WORK INSTRUCTIONS:
Please output the full listing, character for character.
*** EXTRACTED ENTRIES Section Begins ***
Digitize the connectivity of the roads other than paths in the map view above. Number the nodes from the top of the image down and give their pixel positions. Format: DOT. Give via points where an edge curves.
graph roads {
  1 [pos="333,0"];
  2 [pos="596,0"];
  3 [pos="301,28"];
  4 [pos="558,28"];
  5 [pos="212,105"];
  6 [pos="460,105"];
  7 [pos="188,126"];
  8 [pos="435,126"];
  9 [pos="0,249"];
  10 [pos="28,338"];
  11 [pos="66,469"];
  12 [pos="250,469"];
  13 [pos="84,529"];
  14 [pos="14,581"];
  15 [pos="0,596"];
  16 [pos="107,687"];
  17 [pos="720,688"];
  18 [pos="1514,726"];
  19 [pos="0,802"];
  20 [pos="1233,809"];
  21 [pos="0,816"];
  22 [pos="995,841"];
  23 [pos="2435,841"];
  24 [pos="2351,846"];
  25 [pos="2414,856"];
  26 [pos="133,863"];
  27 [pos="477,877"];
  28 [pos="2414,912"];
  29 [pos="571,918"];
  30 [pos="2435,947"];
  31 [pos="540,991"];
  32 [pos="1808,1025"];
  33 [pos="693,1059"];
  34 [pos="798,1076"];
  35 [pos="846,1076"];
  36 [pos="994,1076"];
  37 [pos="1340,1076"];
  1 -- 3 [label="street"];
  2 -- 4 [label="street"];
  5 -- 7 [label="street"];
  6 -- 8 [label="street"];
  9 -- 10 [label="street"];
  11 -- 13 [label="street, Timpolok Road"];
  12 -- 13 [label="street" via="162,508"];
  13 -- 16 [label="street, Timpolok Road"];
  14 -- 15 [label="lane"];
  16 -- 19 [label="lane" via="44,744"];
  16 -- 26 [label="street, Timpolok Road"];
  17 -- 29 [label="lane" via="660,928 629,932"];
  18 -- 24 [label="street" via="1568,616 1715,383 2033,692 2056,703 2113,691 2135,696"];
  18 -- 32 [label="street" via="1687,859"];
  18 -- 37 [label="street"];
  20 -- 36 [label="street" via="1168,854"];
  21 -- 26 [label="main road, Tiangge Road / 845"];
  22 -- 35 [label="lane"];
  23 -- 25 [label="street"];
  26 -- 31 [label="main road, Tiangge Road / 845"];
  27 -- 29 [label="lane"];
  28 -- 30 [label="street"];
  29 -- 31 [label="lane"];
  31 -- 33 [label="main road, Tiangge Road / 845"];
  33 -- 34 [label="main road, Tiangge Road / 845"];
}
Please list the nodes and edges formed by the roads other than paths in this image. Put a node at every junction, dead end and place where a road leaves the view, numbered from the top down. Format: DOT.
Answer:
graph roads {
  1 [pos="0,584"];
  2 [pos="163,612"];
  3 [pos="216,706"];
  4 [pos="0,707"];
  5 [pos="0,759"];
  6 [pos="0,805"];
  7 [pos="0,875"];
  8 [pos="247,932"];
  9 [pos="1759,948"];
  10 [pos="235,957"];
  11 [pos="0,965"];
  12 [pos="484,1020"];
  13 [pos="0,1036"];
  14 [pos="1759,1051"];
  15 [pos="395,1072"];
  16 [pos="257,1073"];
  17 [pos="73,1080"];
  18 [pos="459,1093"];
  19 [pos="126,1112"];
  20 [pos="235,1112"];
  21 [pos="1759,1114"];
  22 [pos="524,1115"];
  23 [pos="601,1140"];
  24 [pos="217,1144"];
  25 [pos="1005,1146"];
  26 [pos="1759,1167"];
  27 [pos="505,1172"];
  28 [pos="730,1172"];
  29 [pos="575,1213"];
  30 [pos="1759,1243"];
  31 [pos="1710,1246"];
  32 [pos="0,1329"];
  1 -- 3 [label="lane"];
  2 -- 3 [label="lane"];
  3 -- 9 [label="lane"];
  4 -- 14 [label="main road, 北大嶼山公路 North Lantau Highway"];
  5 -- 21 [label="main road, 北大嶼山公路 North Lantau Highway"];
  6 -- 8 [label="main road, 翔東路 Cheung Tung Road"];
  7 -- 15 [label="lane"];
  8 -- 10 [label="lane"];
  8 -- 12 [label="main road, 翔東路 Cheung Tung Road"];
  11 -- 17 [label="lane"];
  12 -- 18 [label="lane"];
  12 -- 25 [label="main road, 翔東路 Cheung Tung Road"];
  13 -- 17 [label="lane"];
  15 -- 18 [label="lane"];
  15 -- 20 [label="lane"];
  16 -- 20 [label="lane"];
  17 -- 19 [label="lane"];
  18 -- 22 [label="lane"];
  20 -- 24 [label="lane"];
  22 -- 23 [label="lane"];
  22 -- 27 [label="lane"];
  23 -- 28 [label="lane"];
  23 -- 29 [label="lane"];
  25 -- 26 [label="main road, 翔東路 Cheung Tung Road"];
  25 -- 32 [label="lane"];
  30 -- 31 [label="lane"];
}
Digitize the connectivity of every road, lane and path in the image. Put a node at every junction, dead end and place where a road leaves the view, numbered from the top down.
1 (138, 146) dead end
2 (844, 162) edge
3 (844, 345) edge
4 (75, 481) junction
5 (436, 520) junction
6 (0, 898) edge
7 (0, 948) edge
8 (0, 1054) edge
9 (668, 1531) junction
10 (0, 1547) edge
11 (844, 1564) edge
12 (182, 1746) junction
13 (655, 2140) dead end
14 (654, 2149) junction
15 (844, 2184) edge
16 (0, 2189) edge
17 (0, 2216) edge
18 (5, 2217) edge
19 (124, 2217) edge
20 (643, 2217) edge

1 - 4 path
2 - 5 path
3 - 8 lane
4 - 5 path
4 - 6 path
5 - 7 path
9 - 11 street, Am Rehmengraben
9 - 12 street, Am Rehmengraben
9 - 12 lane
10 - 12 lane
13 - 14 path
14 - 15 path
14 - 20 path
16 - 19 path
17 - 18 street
*** EXTRACTED ENTRIES Section Ends ***
YOUR RESPONSE:
Digitize the connectivity of the roads other than paths in the map view above. Number the nodes from the top of the image down and give their pixel positions. Format: DOT. Give via points where an edge curves.
graph roads {
  1 [pos="333,0"];
  2 [pos="596,0"];
  3 [pos="301,28"];
  4 [pos="558,28"];
  5 [pos="212,105"];
  6 [pos="460,105"];
  7 [pos="188,126"];
  8 [pos="435,126"];
  9 [pos="0,249"];
  10 [pos="28,338"];
  11 [pos="66,469"];
  12 [pos="250,469"];
  13 [pos="84,529"];
  14 [pos="14,581"];
  15 [pos="0,596"];
  16 [pos="107,687"];
  17 [pos="720,688"];
  18 [pos="1514,726"];
  19 [pos="0,802"];
  20 [pos="1233,809"];
  21 [pos="0,816"];
  22 [pos="995,841"];
  23 [pos="2435,841"];
  24 [pos="2351,846"];
  25 [pos="2414,856"];
  26 [pos="133,863"];
  27 [pos="477,877"];
  28 [pos="2414,912"];
  29 [pos="571,918"];
  30 [pos="2435,947"];
  31 [pos="540,991"];
  32 [pos="1808,1025"];
  33 [pos="693,1059"];
  34 [pos="798,1076"];
  35 [pos="846,1076"];
  36 [pos="994,1076"];
  37 [pos="1340,1076"];
  1 -- 3 [label="street"];
  2 -- 4 [label="street"];
  5 -- 7 [label="street"];
  6 -- 8 [label="street"];
  9 -- 10 [label="street"];
  11 -- 13 [label="street, Timpolok Road"];
  12 -- 13 [label="street" via="162,508"];
  13 -- 16 [label="street, Timpolok Road"];
  14 -- 15 [label="lane"];
  16 -- 19 [label="lane" via="44,744"];
  16 -- 26 [label="street, Timpolok Road"];
  17 -- 29 [label="lane" via="660,928 629,932"];
  18 -- 24 [label="street" via="1568,616 1715,383 2033,692 2056,703 2113,691 2135,696"];
  18 -- 32 [label="street" via="1687,859"];
  18 -- 37 [label="street"];
  20 -- 36 [label="street" via="1168,854"];
  21 -- 26 [label="main road, Tiangge Road / 845"];
  22 -- 35 [label="lane"];
  23 -- 25 [label="street"];
  26 -- 31 [label="main road, Tiangge Road / 845"];
  27 -- 29 [label="lane"];
  28 -- 30 [label="street"];
  29 -- 31 [label="lane"];
  31 -- 33 [label="main road, Tiangge Road / 845"];
  33 -- 34 [label="main road, Tiangge Road / 845"];
}
Please list the nodes and edges formed by the roads other than paths in this image. Put a node at every junction, dead end and place where a road leaves the view, numbered from the top down. Format: DOT.
Answer:
graph roads {
  1 [pos="0,584"];
  2 [pos="163,612"];
  3 [pos="216,706"];
  4 [pos="0,707"];
  5 [pos="0,759"];
  6 [pos="0,805"];
  7 [pos="0,875"];
  8 [pos="247,932"];
  9 [pos="1759,948"];
  10 [pos="235,957"];
  11 [pos="0,965"];
  12 [pos="484,1020"];
  13 [pos="0,1036"];
  14 [pos="1759,1051"];
  15 [pos="395,1072"];
  16 [pos="257,1073"];
  17 [pos="73,1080"];
  18 [pos="459,1093"];
  19 [pos="126,1112"];
  20 [pos="235,1112"];
  21 [pos="1759,1114"];
  22 [pos="524,1115"];
  23 [pos="601,1140"];
  24 [pos="217,1144"];
  25 [pos="1005,1146"];
  26 [pos="1759,1167"];
  27 [pos="505,1172"];
  28 [pos="730,1172"];
  29 [pos="575,1213"];
  30 [pos="1759,1243"];
  31 [pos="1710,1246"];
  32 [pos="0,1329"];
  1 -- 3 [label="lane"];
  2 -- 3 [label="lane"];
  3 -- 9 [label="lane"];
  4 -- 14 [label="main road, 北大嶼山公路 North Lantau Highway"];
  5 -- 21 [label="main road, 北大嶼山公路 North Lantau Highway"];
  6 -- 8 [label="main road, 翔東路 Cheung Tung Road"];
  7 -- 15 [label="lane"];
  8 -- 10 [label="lane"];
  8 -- 12 [label="main road, 翔東路 Cheung Tung Road"];
  11 -- 17 [label="lane"];
  12 -- 18 [label="lane"];
  12 -- 25 [label="main road, 翔東路 Cheung Tung Road"];
  13 -- 17 [label="lane"];
  15 -- 18 [label="lane"];
  15 -- 20 [label="lane"];
  16 -- 20 [label="lane"];
  17 -- 19 [label="lane"];
  18 -- 22 [label="lane"];
  20 -- 24 [label="lane"];
  22 -- 23 [label="lane"];
  22 -- 27 [label="lane"];
  23 -- 28 [label="lane"];
  23 -- 29 [label="lane"];
  25 -- 26 [label="main road, 翔東路 Cheung Tung Road"];
  25 -- 32 [label="lane"];
  30 -- 31 [label="lane"];
}
Digitize the connectivity of every road, lane and path in the image. Put a node at every junction, dead end and place where a road leaves the view, numbered from the top down.
1 (138, 146) dead end
2 (844, 162) edge
3 (844, 345) edge
4 (75, 481) junction
5 (436, 520) junction
6 (0, 898) edge
7 (0, 948) edge
8 (0, 1054) edge
9 (668, 1531) junction
10 (0, 1547) edge
11 (844, 1564) edge
12 (182, 1746) junction
13 (655, 2140) dead end
14 (654, 2149) junction
15 (844, 2184) edge
16 (0, 2189) edge
17 (0, 2216) edge
18 (5, 2217) edge
19 (124, 2217) edge
20 (643, 2217) edge

1 - 4 path
2 - 5 path
3 - 8 lane
4 - 5 path
4 - 6 path
5 - 7 path
9 - 11 street, Am Rehmengraben
9 - 12 street, Am Rehmengraben
9 - 12 lane
10 - 12 lane
13 - 14 path
14 - 15 path
14 - 20 path
16 - 19 path
17 - 18 street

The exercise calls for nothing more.